Todd walked over and crouched next to her. “The tread isn’t clear, except for this edge right here.”
Bree pointed to a few knobby-looking marks. “Probably a work boot of some type.”
“That’s not clear enough to determine which brand.” Todd stood and squinted into the woods. “Let’s see where he went.”
Brody led the way. They found more boot prints along the trail the dog followed. Fifteen or twenty minutes later, the woods opened to another road. Bree crossed the street. No more tracks. “He must have walked along the road.”
Brody began zigzagging again. His nose went into the air and sniffed. He turned north and serpentined back and forth along the shoulder of the road.
“There’s a farm ahead.” Todd pointed up the road. A half mile away, on the opposite side of the road, large outbuildings clustered around a white house.
“That’s Empire Acre Farms,” Todd said. “It’s a big operation. It looks deserted now, but in the fall, the
y have Christmas trees, hay rides, and pumpkin picking.”
A quarter mile short of the farm, Brody stopped. His tail dropped and his ears lowered to a relaxed position.

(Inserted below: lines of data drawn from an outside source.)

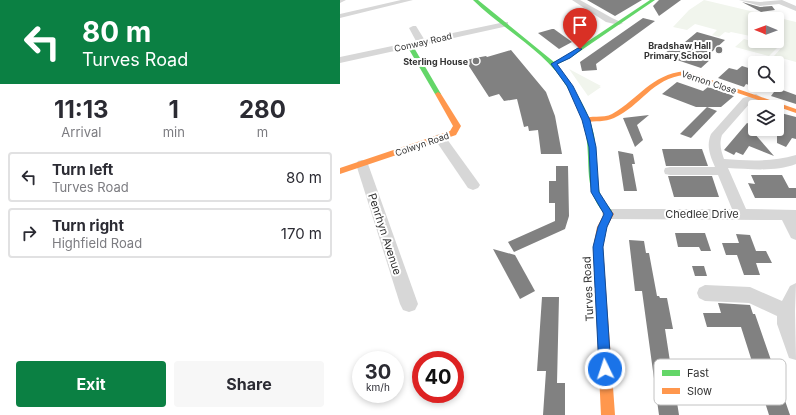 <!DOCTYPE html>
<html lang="en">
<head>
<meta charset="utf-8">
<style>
	:root { --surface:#fff; --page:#f7f7f7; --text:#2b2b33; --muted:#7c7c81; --line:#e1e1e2; --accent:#0b8043 }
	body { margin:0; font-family:Inter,sans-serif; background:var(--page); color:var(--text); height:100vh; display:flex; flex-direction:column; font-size:15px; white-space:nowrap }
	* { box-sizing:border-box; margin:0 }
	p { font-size:13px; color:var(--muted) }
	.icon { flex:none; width:22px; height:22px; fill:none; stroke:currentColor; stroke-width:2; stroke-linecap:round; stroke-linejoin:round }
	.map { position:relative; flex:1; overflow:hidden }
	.panel { display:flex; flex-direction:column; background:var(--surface); width:340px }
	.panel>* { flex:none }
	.banner { background:#0b8043; color:#fff; overflow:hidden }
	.needle { width:26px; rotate:271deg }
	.buttons { position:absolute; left:408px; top:12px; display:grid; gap:8px }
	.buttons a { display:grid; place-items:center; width:36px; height:36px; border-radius:4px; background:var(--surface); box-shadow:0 2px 6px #0003; font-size:20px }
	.speed { position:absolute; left:12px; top:351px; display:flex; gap:8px; font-size:20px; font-weight:700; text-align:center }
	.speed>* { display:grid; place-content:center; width:52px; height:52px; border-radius:50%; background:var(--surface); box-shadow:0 2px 6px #0003; line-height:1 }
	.speed small { font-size:10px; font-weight:400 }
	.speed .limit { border:6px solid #d22; background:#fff; color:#111 }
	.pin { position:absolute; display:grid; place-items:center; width:34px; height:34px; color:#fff; margin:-41px -17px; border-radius:50% 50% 50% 0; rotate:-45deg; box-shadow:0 0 4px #0007 }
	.pin .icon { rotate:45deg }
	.me { position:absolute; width:44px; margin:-22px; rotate:356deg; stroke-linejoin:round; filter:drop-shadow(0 0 3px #0008) }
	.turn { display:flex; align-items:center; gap:14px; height:84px; padding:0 16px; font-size:18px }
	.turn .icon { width:52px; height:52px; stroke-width:2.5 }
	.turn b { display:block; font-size:28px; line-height:34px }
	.eta { display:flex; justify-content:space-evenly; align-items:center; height:68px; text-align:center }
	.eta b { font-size:24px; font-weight:700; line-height:28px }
	.primary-button { display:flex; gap:8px; margin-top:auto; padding:8px 16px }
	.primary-button a { flex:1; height:46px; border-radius:4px; background:var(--accent); color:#fff; font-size:16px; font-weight:700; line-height:46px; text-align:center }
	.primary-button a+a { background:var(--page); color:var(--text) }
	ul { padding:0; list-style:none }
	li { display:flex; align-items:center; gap:12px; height:50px; margin:0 8px 6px; padding:0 8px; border:2px solid var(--line); border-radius:4px }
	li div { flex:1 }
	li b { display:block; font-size:15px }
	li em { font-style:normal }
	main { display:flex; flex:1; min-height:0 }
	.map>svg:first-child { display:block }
	.green { fill:#f1f5ed }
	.building { fill:#818181 }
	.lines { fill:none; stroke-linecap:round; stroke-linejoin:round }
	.street { fill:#d7d7d7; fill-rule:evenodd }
	.fast { fill:#63d668; fill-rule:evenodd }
	.slow { fill:#ff974d; fill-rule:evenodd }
	.route { fill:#1a73e8; stroke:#114b97 }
	.poi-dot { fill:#7a7a7a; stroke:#fff; stroke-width:1.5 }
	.labels { text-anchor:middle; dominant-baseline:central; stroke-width:4; stroke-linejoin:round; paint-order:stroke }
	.far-street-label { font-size:9px; fill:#333; stroke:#fff }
	.far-poi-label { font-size:9px; font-weight:bold; fill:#333; stroke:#fff; text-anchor:end }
	.street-label { font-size:11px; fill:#333; stroke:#fff }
	.key { fill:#fff; stroke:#c2c2c2; stroke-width:1 }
	.key-label { font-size:11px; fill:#333 }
</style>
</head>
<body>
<main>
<section class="panel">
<div class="banner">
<div class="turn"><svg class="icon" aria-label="left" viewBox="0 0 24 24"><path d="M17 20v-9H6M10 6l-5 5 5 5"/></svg><div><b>80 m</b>Turves Road</div></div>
</div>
<div class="eta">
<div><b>11:13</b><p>Arrival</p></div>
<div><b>1</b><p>min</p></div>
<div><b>280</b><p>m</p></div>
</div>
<ul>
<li><svg class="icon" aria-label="left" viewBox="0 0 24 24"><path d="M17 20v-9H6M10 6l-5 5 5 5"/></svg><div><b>Turn left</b><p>Turves Road</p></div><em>80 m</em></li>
<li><svg class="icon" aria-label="right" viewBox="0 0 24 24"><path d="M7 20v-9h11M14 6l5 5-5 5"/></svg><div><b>Turn right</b><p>Highfield Road</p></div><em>170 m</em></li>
</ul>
<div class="primary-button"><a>Exit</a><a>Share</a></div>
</section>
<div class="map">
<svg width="456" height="415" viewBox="0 0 456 415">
	<rect width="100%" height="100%" fill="#fff"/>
	<g class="green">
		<path d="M364,0L456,22V62L434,56L442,47L433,44L430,41H437V19H415V37L391,32L389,33L385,32L379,37L372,35L377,30L355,24L347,30L333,27L349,10Z"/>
		<path d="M404,39L437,48L429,56L395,47Z"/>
		<path d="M229,69L261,86L259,87H261L248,96Z"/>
	</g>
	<g class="building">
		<path d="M247,0H302L275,16Z"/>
		<path d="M319,0H341L319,16L313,6Z"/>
		<path d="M402,2L420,7L432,6L435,10L421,12Z"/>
		<path d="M303,18L315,21L256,64L257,70L242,71L240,62Z"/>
		<path d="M212,29H214L232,42L219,49L198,33Z"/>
		<path d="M357,32L385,40L365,58L371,59L361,68L322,55L335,46L339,47Z"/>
		<path d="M171,50L206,92L215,116L222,154H201L198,130L189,131L188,126L184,127L177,99L164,101L159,94L149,97L125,60L146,56L147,57Z"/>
		<path d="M402,66L415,70V87L406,84L404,87L378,78L389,68L397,70Z"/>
		<path d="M337,82L363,91L368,87L394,96L381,107H356L322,94Z"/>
		<path d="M437,88L456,95V104L431,96Z"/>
		<path d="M367,107L377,111L351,138L340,134Z"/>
		<path d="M437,112L456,117V139L452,138L446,147L437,143Z"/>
		<path d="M309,115L297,125L303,140L295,147L283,118Z"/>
		<path d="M407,123L415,126L414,133L434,156L409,146L403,155L396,152L394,155L384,150Z"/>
		<path d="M322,149H362L368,166H326Z"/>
		<path d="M278,151L293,154L295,164H292L297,191H284Z"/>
		<path d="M216,166H228L229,216L225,229L174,252L168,242L215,221V203H209V181H216Z"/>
		<path d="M411,175H442L449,188H456V198H415L408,183L415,184Z"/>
		<path d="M328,176H372L379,197H334Z"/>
		<path d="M335,233H365L371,251H361L359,247H338Z"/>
		<path d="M396,234L410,235L416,251H426L432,263H416L420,275H404L397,255H386L382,243H399Z"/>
		<path d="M289,240L304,241L306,253H309L317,296H319L320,298H327L333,329H325L331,368H369V377H333L339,415H319L302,291H295Z"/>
		<path d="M153,249L175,255L195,291L180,299Z"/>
		<path d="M352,266H364L367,276H355Z"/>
		<path d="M202,297H219L217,383H225V415H203L206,371H197Z"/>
		<path d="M378,303L410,305L413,314H415L450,415H429L401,327H367L363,313H381Z"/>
	</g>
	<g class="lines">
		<g class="street">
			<path d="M0,0H6L0,3Z"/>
			<path d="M61,0H73L0,18V14Z"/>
			<path d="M232,0H240L272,18L283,23L279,25L266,22Z"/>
			<path d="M399,0L420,2L442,0L456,6V11L439,4L420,6Z"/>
			<path d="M165,22H168V26L0,63V57L76,41L69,28L73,26H76L84,39Z"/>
			<path d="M416,94L421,97L420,99L411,102L382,135C379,144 381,151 384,159C410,161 431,162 456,155V164C435,172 410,169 388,168L406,209L456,210V240L451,238L442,220L269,219L264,218L262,214L264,210L269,209H392L378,175H330L325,174L324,171L325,168L330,167H375C370,155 366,146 371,134L403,98Z"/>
			<path d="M100,134L104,135L138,182L140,185L138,188L133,190L128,188L94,138L96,135Z"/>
			<path d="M22,160L26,161L28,164L78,304L75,310L69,312L63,310L60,304L16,164L18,161Z"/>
			<path d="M456,283L455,311L456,360L449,358L437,324V316L409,303L365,301L359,298L357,293L359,288L365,285L410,287L442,301L450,286Z"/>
		</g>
		<g class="fast">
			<path d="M133,0H138L214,62L226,56L310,0H315L230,58L216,65C232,85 249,109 254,135C257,152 255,178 260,193C262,200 268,205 272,211L270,213H264C243,189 251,164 246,135C244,119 235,100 227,87C206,51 162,29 133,0Z"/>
			<path d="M68,45L73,46L101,94L100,95L95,94L67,46Z"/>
		</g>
		<g class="slow">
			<path d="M345,71L456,109V113L345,75C312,78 301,106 274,118C265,122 255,121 246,122L242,120C250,114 263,119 272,114C300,98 310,75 345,71Z"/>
			<path d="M98,92L101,94L121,126L116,135L0,174V168L110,131L113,126L95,94Z"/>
			<path d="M267,208L270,209L274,214L267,227L263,247L275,415H261L253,247L257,227L264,214L262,211L264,209Z"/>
		</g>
	</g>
	<path class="route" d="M238,48L242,49L230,58L217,64L233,86L250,120L256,147L259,192L273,214L267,227L263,247L271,369L269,373L265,375L261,373L259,369L253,247L258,227L264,214L251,192L249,147L242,120L227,86L211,64Z"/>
	<g class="poi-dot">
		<circle cx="379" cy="50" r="4"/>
		<circle cx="136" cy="61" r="4"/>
	</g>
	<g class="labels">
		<g class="far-street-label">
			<text transform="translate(83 42) rotate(-13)">Conway Road</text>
			<text transform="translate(369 82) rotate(18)">Vernon Close</text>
			<text transform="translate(82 144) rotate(-19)">Colwyn Road</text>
		</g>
		<g class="far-poi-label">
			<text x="371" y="45">Bradshaw Hall<tspan x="371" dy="10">Primary School</tspan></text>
			<text x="128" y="61">Sterling House</text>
		</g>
		<g class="street-label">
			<text x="362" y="214">Chedlee Drive</text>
			<text transform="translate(45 234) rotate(72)">Penrhyn Avenue</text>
			<text transform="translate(248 289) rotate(-93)">Turves Road</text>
		</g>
	</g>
	<rect x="314" y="359" width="132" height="46" rx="6" class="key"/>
	<rect x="322" y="370" width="18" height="6" fill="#63d668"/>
	<rect x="322" y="388" width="18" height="6" fill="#ff974d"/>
	<g class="key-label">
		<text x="347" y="377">Fast</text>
		<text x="347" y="395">Slow</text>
	</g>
</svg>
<div class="buttons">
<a><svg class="needle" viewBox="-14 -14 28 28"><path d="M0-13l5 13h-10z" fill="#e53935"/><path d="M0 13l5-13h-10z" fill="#7c7c81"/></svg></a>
<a><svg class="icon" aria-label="search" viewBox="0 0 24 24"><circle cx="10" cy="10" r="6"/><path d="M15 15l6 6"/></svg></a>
<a><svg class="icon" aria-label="layers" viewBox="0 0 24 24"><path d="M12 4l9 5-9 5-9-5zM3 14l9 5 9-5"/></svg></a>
</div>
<div class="speed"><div>30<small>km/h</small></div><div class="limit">40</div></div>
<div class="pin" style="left:240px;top:49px;background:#d93025"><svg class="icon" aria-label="arrive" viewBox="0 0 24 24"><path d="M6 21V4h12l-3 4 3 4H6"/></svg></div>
<svg class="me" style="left:265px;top:369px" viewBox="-20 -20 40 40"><circle r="17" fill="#1a73e8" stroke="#fff" stroke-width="3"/><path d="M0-11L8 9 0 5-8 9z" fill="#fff"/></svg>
</div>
</main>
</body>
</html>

Matt led him in a circle. The dog sniffed but didn’t alert again.
“This is the end of the trail,” Matt said.
Brody sat in the road and whined.
“He sounds depressed,” Bree said.
“He likes to find the person he’s looking for.” Matt turned to the dog, praising him in a high-pitched voice. He reached into his coat pocket and pulled out the toy the deputy had brought from his SUV. “You’re such a good boy!”

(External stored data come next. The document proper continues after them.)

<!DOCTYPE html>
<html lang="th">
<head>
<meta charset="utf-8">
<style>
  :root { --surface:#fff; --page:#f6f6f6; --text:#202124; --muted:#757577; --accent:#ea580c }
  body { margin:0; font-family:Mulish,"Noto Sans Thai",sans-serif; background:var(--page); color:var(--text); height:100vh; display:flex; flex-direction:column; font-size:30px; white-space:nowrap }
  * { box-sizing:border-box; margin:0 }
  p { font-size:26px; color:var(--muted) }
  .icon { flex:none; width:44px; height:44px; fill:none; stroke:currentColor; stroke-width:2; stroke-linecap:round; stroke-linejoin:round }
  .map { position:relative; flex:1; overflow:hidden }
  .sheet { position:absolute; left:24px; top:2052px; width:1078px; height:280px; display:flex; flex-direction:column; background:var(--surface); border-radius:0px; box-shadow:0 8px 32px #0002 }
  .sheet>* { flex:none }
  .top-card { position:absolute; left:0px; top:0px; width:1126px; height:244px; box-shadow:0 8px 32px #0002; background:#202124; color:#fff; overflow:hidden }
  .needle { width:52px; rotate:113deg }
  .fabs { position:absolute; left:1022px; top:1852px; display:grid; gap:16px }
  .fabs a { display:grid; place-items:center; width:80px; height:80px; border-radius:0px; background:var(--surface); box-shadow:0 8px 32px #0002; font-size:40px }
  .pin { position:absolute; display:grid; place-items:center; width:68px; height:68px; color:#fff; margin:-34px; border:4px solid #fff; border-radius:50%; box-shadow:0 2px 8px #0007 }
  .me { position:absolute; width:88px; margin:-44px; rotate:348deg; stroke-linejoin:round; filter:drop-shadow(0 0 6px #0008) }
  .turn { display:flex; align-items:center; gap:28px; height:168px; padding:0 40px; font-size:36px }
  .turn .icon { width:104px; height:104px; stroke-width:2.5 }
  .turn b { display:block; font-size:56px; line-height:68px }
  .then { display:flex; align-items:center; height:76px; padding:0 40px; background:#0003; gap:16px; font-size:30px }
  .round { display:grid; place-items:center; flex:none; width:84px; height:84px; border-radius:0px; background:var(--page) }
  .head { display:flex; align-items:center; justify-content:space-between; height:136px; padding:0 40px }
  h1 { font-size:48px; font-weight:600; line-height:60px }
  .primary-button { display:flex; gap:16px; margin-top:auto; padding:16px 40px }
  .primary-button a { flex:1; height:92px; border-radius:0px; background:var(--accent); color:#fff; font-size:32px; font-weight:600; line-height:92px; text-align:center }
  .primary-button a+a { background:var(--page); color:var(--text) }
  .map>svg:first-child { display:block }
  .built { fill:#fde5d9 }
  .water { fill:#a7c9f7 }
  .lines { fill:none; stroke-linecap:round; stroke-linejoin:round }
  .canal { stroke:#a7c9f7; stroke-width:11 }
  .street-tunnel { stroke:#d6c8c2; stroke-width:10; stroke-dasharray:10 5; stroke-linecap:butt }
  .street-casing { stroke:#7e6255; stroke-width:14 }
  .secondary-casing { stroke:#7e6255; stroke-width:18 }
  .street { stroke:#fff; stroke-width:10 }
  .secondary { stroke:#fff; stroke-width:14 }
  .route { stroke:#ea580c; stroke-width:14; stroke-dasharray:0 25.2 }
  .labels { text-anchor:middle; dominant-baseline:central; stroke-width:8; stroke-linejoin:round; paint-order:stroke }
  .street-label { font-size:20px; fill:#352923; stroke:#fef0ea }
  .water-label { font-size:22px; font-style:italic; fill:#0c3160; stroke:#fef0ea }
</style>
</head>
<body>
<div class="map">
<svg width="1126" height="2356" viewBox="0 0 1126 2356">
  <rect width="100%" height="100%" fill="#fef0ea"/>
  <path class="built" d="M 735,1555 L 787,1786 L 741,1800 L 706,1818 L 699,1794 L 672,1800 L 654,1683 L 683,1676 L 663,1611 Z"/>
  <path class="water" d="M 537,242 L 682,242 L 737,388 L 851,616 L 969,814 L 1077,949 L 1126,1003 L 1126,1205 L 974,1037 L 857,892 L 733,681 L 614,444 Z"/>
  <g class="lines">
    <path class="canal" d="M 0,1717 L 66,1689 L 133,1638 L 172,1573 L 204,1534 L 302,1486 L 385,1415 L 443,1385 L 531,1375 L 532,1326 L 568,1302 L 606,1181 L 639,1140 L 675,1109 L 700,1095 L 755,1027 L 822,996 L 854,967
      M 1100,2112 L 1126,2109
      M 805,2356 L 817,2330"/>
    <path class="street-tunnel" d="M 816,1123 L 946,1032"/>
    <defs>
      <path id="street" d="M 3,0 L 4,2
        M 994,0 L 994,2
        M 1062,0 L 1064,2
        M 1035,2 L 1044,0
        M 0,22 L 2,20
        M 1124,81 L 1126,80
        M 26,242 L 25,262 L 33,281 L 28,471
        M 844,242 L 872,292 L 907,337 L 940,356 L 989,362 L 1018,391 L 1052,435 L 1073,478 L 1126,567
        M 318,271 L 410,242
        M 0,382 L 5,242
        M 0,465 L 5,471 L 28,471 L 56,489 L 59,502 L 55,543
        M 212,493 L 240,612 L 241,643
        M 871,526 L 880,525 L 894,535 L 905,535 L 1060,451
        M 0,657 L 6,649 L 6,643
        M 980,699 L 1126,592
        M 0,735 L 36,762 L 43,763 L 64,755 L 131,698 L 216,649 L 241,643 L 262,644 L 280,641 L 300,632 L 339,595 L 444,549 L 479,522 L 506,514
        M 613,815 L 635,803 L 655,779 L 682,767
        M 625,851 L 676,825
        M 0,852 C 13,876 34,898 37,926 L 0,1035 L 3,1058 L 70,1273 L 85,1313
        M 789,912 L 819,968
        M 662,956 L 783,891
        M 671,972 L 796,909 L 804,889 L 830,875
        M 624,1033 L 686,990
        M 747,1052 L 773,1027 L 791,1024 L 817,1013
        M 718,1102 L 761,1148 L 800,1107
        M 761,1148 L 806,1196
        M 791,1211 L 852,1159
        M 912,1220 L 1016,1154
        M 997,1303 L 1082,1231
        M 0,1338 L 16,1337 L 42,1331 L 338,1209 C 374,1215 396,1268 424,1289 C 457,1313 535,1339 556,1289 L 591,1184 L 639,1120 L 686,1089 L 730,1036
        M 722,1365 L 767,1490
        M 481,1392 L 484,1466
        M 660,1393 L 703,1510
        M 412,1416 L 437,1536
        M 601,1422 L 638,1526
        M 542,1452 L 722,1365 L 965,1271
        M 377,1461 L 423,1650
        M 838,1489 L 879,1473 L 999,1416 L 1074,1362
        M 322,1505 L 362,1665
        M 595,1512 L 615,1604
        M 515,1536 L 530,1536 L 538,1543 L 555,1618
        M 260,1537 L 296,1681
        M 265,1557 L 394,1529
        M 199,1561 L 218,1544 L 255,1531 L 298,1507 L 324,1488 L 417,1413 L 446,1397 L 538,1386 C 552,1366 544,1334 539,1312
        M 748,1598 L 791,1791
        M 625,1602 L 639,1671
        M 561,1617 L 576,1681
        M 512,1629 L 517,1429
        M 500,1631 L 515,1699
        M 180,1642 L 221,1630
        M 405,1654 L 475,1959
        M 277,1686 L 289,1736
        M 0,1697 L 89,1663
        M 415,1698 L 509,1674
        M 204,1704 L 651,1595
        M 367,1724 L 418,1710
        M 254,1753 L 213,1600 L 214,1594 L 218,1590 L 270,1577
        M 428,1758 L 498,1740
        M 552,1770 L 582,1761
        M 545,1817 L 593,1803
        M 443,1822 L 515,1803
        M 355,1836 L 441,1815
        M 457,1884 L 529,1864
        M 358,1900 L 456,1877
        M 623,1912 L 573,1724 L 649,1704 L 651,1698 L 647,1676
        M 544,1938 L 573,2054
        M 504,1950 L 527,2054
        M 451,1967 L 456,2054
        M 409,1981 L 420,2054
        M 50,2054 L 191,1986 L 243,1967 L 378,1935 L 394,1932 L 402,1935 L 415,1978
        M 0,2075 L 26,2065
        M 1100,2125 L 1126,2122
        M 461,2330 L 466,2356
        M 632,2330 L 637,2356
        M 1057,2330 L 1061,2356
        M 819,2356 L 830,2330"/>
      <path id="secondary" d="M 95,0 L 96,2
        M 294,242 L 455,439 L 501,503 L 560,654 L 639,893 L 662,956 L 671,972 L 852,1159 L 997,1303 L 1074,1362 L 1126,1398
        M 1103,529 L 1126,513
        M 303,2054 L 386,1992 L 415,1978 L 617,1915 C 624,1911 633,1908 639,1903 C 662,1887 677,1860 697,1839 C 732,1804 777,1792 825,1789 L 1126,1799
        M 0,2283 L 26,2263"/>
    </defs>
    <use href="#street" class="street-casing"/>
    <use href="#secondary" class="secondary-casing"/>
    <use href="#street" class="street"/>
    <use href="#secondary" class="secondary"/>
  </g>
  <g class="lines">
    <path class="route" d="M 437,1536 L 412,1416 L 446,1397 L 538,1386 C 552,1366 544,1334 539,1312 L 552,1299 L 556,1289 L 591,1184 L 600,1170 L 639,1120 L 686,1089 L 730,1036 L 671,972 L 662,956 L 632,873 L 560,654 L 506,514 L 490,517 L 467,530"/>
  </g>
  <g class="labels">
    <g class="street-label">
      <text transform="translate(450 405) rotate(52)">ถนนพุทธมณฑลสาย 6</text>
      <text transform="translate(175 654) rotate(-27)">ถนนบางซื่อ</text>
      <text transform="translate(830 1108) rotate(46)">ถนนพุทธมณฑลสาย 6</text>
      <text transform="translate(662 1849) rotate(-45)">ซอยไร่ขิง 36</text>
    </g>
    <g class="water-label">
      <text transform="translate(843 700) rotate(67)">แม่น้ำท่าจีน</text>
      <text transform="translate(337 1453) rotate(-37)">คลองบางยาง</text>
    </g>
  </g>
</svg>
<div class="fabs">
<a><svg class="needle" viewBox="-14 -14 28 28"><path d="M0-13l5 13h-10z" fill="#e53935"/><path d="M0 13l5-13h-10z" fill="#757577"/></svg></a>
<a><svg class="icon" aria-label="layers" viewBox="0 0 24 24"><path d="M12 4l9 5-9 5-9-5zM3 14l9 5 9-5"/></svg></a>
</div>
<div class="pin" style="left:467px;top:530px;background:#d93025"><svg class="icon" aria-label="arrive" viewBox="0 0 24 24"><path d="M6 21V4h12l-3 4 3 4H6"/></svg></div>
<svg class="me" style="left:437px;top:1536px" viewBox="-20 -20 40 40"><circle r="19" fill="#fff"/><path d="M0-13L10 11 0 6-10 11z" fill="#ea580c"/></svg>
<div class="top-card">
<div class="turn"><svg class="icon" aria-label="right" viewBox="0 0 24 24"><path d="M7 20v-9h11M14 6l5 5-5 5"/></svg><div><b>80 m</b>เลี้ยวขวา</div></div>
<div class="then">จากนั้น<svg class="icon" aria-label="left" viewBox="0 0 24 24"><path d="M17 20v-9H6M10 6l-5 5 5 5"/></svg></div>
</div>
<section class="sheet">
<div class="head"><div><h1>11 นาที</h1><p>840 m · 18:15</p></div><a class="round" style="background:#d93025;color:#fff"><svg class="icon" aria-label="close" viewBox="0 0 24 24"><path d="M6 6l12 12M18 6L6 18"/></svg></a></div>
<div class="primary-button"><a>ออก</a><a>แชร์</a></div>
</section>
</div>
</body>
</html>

The dog’s tail wagged, and his ears came forward again as Matt squeaked the toy. “Do you want Mr. Hedgehog?”
Bree was impressed by his unabashed use of baby talk. “You brought a dog toy with you?”
“He loves this old thing. I carry it in the truck in case he gets bored, but it used to be his reward for working.” Matt lobbed the hedgehog in a slow arc. Brody jumped for it, snatching it from the air. When his front paws hit the street, he shook the toy as if breaking its neck.
Bree shuddered and fought a flashback. Cold, damp air. The smell of wet dog. The rattle of a chain. Teeth sinking into her flesh. The shake. Todd’s voice brought her out of it.
“You think he left from here in a vehicle?” Todd looked up and down the road.
“Probably.” Matt rubbed behind Brody’s ears.
“Could the snow have impacted the scent?” Bree asked.
“I doubt it in this case. If fresh snow falls on top of a trail, it can affect the scent. But this snow has been here for a week, and Brody didn’t have any trouble following the trail to this point.”
Todd scanned the road in both directions. “Maybe he had a ride waiting.”
Bree didn’t think so. “Dropping a car in the middle of nowhere or getting picked up requires another person. Even if that person isn’t an accomplice, he or she would be a witness to our suspect being here. I doubt he walked. Town is seven miles away.”
“And Brody would have continued to follow his scent.” Matt stroked the dog’s head.
Bree’s gaze returned to the big farm up the road. “Or he used the Empire Acres Farm as a pickup point for the Uber or Lyft we talked about earlier. That way, there would be no record of a pickup at the factory where he left the truck.”